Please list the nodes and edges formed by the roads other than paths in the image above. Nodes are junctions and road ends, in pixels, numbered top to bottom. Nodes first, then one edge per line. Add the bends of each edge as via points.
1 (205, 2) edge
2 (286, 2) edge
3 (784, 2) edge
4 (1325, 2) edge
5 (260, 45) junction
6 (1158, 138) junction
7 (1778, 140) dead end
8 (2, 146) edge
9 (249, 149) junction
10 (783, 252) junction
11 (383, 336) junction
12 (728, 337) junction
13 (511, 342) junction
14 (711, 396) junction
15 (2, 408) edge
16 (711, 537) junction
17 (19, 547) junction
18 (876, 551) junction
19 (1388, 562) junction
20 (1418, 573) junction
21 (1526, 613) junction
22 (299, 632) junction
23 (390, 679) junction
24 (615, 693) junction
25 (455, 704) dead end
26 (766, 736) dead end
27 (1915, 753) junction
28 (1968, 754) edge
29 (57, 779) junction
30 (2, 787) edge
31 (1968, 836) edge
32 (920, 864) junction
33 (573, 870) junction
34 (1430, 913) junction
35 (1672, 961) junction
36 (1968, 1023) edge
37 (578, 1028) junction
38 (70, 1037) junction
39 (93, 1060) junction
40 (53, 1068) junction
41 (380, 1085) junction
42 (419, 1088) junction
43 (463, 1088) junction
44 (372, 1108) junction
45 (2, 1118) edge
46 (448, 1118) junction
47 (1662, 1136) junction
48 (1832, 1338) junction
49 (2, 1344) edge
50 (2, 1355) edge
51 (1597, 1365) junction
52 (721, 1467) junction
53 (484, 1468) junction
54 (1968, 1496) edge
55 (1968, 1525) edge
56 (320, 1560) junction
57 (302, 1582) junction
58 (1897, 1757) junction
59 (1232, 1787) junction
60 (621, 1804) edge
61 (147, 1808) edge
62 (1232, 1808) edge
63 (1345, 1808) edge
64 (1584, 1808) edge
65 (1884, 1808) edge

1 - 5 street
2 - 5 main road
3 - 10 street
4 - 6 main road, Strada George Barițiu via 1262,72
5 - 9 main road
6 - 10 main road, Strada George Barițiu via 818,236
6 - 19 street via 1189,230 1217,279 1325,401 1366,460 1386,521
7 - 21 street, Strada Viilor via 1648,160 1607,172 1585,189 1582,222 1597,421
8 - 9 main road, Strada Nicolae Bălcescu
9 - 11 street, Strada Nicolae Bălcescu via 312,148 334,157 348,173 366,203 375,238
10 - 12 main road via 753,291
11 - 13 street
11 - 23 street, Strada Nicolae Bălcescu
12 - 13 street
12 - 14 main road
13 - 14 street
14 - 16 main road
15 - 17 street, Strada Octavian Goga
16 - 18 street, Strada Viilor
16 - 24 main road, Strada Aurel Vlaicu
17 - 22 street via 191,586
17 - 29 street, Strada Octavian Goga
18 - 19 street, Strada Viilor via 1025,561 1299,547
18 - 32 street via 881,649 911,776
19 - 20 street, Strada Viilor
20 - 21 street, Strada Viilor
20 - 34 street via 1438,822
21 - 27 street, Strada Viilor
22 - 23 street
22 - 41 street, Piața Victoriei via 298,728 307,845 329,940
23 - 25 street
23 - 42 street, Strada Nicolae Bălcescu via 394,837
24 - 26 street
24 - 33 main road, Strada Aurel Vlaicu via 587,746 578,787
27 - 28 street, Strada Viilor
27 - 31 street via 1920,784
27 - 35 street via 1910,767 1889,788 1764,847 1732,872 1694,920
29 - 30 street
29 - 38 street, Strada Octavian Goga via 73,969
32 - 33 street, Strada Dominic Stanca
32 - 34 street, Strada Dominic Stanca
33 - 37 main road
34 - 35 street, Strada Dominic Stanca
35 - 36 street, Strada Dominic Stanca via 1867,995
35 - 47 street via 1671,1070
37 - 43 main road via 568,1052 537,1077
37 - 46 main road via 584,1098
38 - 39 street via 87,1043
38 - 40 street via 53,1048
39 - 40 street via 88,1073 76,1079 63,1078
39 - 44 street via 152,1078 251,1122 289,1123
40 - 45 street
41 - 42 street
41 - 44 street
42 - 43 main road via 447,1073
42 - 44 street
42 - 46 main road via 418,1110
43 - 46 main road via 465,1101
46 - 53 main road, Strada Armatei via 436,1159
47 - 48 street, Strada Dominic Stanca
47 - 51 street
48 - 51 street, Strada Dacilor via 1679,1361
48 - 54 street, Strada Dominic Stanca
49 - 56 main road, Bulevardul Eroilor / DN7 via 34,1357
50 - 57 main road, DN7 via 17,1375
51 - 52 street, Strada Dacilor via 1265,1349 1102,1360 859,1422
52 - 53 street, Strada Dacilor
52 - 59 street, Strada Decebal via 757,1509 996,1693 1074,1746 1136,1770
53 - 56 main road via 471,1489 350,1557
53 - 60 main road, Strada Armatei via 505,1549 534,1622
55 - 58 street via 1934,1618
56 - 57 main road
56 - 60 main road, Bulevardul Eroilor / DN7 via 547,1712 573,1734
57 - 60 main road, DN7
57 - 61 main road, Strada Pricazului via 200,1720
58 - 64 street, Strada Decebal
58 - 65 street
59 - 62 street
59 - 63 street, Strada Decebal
----------
PROBLEM>
Copy all lines from the material that contain "Goga".

OUTPUT FOR THIS TASK>
15 - 17 street, Strada Octavian Goga
17 - 29 street, Strada Octavian Goga
29 - 38 street, Strada Octavian Goga via 73,969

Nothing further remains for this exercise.